What needs to be done → Transcribe every record verbatim; no pictures.

[Input records — start]

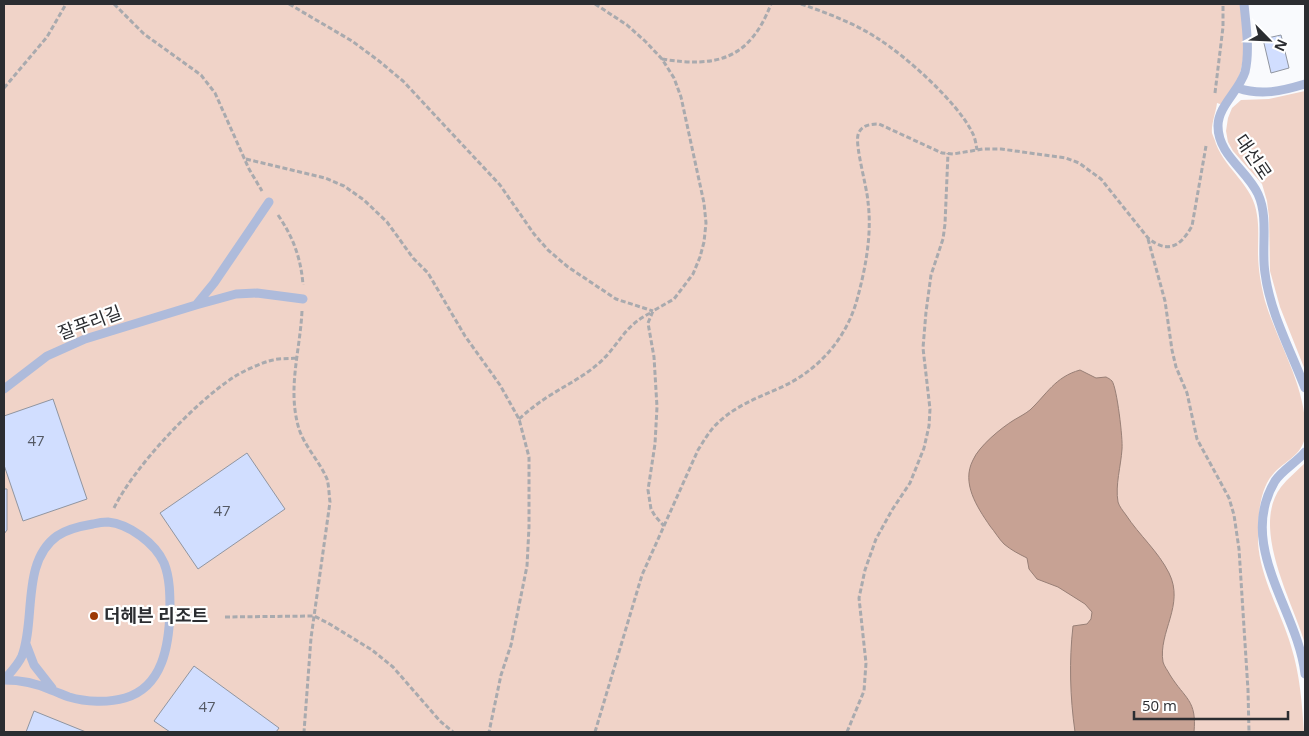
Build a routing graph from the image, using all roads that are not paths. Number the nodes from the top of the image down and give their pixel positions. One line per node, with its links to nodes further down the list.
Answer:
1 (1244, 4): 3 (lane, 대선로)
2 (1305, 84): 3 (lane)
3 (1238, 88): 7 (lane, 대선로)
4 (269, 202): 6 (lane)
5 (303, 299): 6 (lane, 잘푸리길)
6 (196, 305): 8 (lane, 잘푸리길)
7 (1305, 388)
8 (4, 389)
9 (1305, 452): 11 (lane)
10 (26, 644): 12 (lane); 13 (lane); 13 (lane)
11 (1305, 674)
12 (4, 680): 13 (lane)
13 (53, 690)

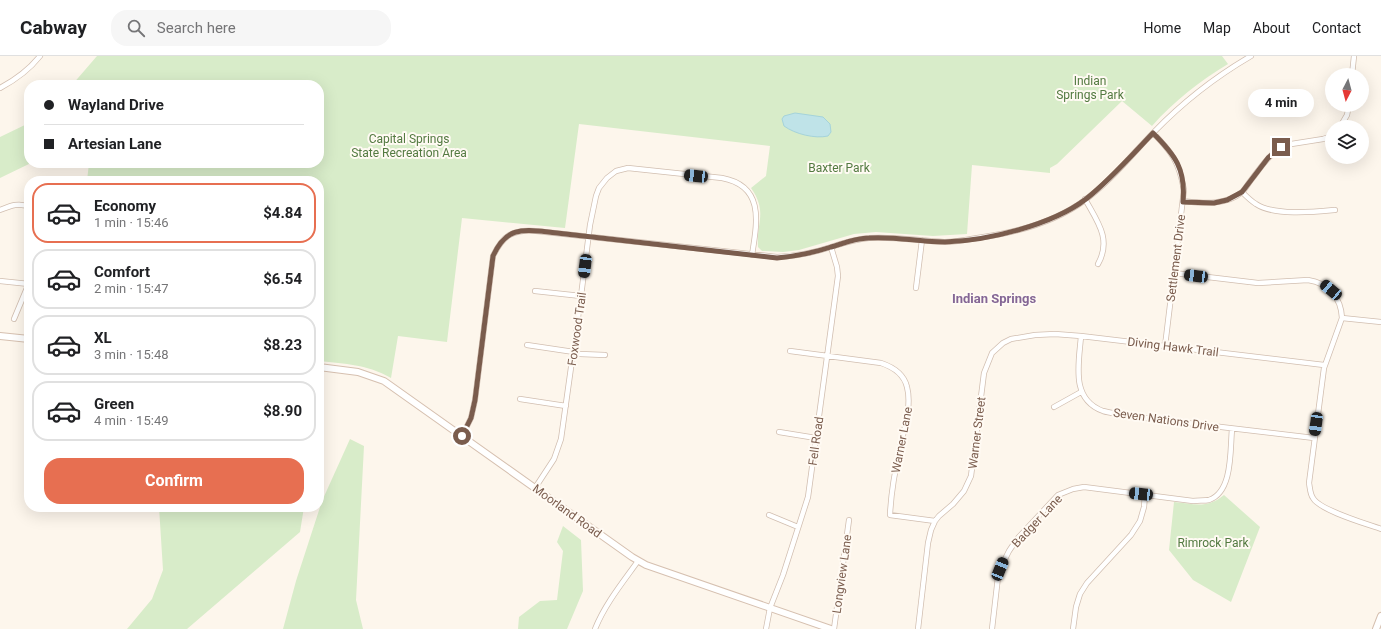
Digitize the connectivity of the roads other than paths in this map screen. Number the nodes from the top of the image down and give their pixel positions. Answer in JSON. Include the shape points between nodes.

[Input records — finish]

Task output →
Build a routing graph from the image, using all roads that are not paths. Number the nodes from the top of the image down and give their pixel positions. One line per node, with its links to nodes further down the list.
Answer:
1 (1244, 4): 3 (lane, 대선로)
2 (1305, 84): 3 (lane)
3 (1238, 88): 7 (lane, 대선로)
4 (269, 202): 6 (lane)
5 (303, 299): 6 (lane, 잘푸리길)
6 (196, 305): 8 (lane, 잘푸리길)
7 (1305, 388)
8 (4, 389)
9 (1305, 452): 11 (lane)
10 (26, 644): 12 (lane); 13 (lane); 13 (lane)
11 (1305, 674)
12 (4, 680): 13 (lane)
13 (53, 690)

Digitize the connectivity of the roads other than paths in this map screen. Number the nodes from the top of the image down and give their pixel positions. Answer in JSON. Include the shape points between nodes.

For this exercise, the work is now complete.